There are signs of a backlash. It is gratifying to see that some planning authorities, including several Conservative councils, are choosing to continue to pursue their Core Strategies because their locally derived evidence base clearly demonstrates housing need. It seems perhaps that the battle for numbers which surrounded the RSS targets did raise awareness amongst elected members about the need for housing, and its intrinsic link with the social and economic wellbeing of the whole community.
This week, an on-line survey has been circulated to capture professionals’ views on the likely success of a localism approach, so that the results can be forwarded to Mr. Pickles. And now, a legal challenge has been mounted by a nationwide housebuilder against the legality of the RSS abolition, supported by the HBF.
At this austere time, when economic recovery is a critical objective, it is interesting to observe that the actions of the Coalition Government may be stifling the potential for the housebuilding industry to contribute to that recovery in the short to medium term. The impact is far reaching; as well as construction workers, those employed in the supply chains and related professions are at risk of unemployment. Additionally, the forthcoming Comprehensive Spending Review may lead to the loss of planning jobs within the public sector, including those who have hitherto been responsible for planning and managing growth.
Worryingly, as the rate of those defaulting on their mortgages goes up, the supply of affordable housing, which has in recent years been dependent almost entirely on private homes being built, has been cut off at the knees. Shelter’s Local Housing Watch currently estimates that 1.8 million households in the UK are on housing waiting lists, so new ways of supplying affordable housing must become a priority for those authorities who hope to build fewer homes for sale.
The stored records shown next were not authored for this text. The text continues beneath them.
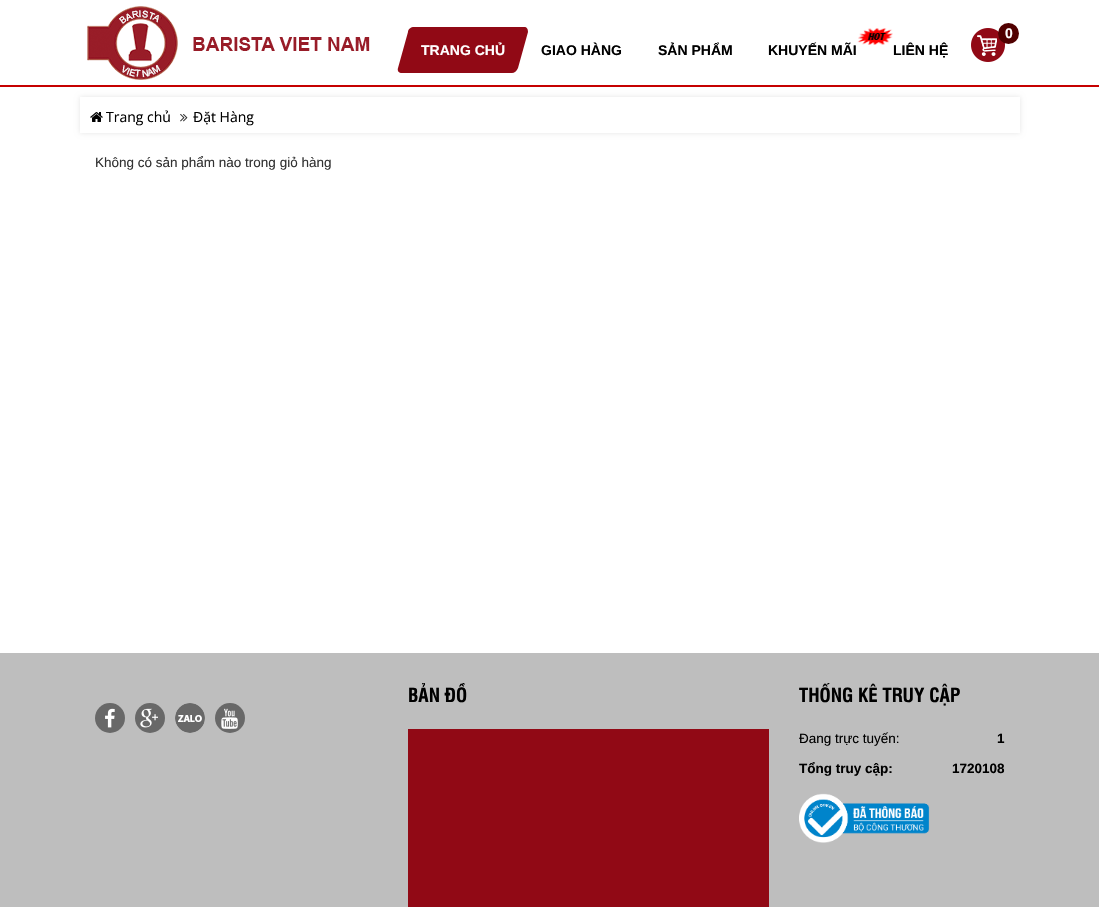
void draw(SkCanvas* c) {
SkPaint p;
p.setAntiAlias(true);
auto F=[&](const char* family, int weight, float size, bool italic = false){SkFontStyle style(weight, SkFontStyle::kNormal_Width,italic ? SkFontStyle::kItalic_Slant : SkFontStyle::kUpright_Slant);SkFont result(fontMgr->matchFamilyStyle(family, style), size);result.setSubpixel(true);return result;};
auto T=[&](const char* s, float x, float y, const SkFont& font){c->drawString(s, x, y, font, p);};
auto R=[&](float x, float y, float w, float h){c->drawRect(SkRect::MakeXYWH(x, y, w, h), p);};
auto I=[&](const char* path, float x, float y, float w, float h){auto image = SkImages::DeferredFromEncodedData(SkData::MakeFromFileName(path));c->drawImageRect(image, SkRect::MakeXYWH(x, y, w, h), SkSamplingOptions());};
auto P=[&](const char* data, bool evenOdd = false){SkPath result = *SkParsePath::FromSVGString(data);if (evenOdd) result.setFillType(SkPathFillType::kEvenOdd);return result;};
c->clear(0xffffffff);
p.setColor(0xffc60000);
R(0,85,1099,2);
I("1.png",87,6,283,74);
I("2.png",971,28,34,34);
p.setColor(0xff510000);
c->drawCircle(1008.5,33.5,10.5,p);
auto f1 = F("Liberation Sans",700,14);
p.setColor(0xffffffff);
T("0",1005,38,f1);
p.setColor(0xff910915);
c->drawPath(P("M414 27h110c3 0 4 2 4 5l-10 36c-1 3-4 5-6 5h-110c-3 0-5-2-4-5l10-36c0-3 3-5 6-5z"),p);
p.setColor(0xffffffff);
T("TRANG CHỦ",421,55,f1);
p.setColor(0xff000000);
T("GIAO HÀNG",541,55,f1);
T("SẢN PHẨM",658,55,f1);
I("3.png",857,28,36,17);
T("KHUYẾN MÃI",768,55,f1);
T("LIÊN HỆ",893,55,f1);
c->save();
c->clipPath(P("M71 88h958v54h-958zm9 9h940v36h-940z",true),true);
p.setColor(0x1a000000);
p.setMaskFilter(SkMaskFilter::MakeBlur(kNormal_SkBlurStyle, 2.5));
c->drawRect(SkRect::MakeXYWH(80,97,940,36),p);
p.setMaskFilter(nullptr);
c->restore();
I("4.png",90,112,13,10);
auto f2 = F("Open Sans",400,14);
p.setColor(0xff000000);
T("Trang chủ",106,122,f2);
I("5.png",180,114,8,8);
T("Đặt Hàng",193,122,f2);
auto f3 = F("Liberation Sans",400,13.5);
p.setColor(0xff333333);
T("Không có sản phẩm nào trong giỏ hàng",95,167,f3);
p.setColor(0xffbebebe);
R(0,653,1099,254);
p.setColor(0xff686868);
c->drawCircle(110,718,15,p);
I("6.png",105,708,10,20);
c->drawCircle(150,718,15,p);
I("7.png",140,708,18,20);
I("8.png",175,703,30,30);
c->drawCircle(230,718,15,p);
I("9.png",221,708,17,21);
c->save();
c->clipRect(SkRect::MakeXYWH(393,683,391,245));
auto f4 = F("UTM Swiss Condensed",700,19);
p.setColor(0xff000000);
T("BẢN ĐỒ",408,702,f4);
c->restore();
p.setColor(0xff910915);
R(408,729,361,178);
c->save();
c->clipRect(SkRect::MakeXYWH(784,683,235,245));
p.setColor(0xff000000);
T("THỐNG KÊ TRUY CẬP",799,702,f4);
c->restore();
T("Đang trực tuyến:",799,743,f3);
auto f5 = F("Liberation Sans",700,13.5);
T("1",997,743,f5);
T("Tổng truy cập:",799,773,f5);
T("1720108",952,773,f5);
I("10.png",799,793,131,50);
}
It gets worse. Writing in The Guardian in July, Polly Toynbee highlights new proposals to cap housing benefit, which will drive many families out of the private rented sector, the very sector which has helped to plug the gap left by a shortfall in social-rented housing supply. Toynbee predicts “social cleansing on an epic scale” as the poor (including many employed people on low wages) are driven from their homes in and around cities to places where there are no jobs and few prospects, but the housing is cheap. Think of the public sector challenge this sets up for the future; urban deprivation, dilapidated housing, no economic activity, poor school standards, crime and vandalism, ill–health and addiction. If this doesn’t get planners fired up, nothing will. I imagine the next change of Government will need to pick up the bill in about ten or so years time; it could be East Manchester all over again.
In all that has been reported however, it appears that two important points have been overlooked. First, I have actually yet to see any evidence of sufficient numbers of people wanting to rise to the challenge of getting to grips with the housing problem; research has suggested that as a social and political issue, it is way down peoples’ list of concerns. Those with a true sense of community service and enough stamina to last the course of local development planning are surely few and far between. The UK may well have a pretty clear system of planning, but the ever changing legal and political context is hard enough for experienced planners to keep abreast of, let alone those who may attempt to pursue it in their spare time.
Second, localism has been portrayed as a political philosophy which hands decision-making to local communities. I would argue that this is a misinterpretation; it does in fact pass responsibility to those communities to shape and cater for local need, based on a detailed local knowledge of an area, its characteristics, and the needs of the have-nots as well as the haves. Anyone who is gleefully thinking that they have seen off large-scale developments had better give some serious thought to what alternatives they would like to propose to meet local needs, and how these will address local issues, because such people will now be accountable for the future fortunes and social justice of their cities, towns and villages. Remember, with localism comes great responsibility.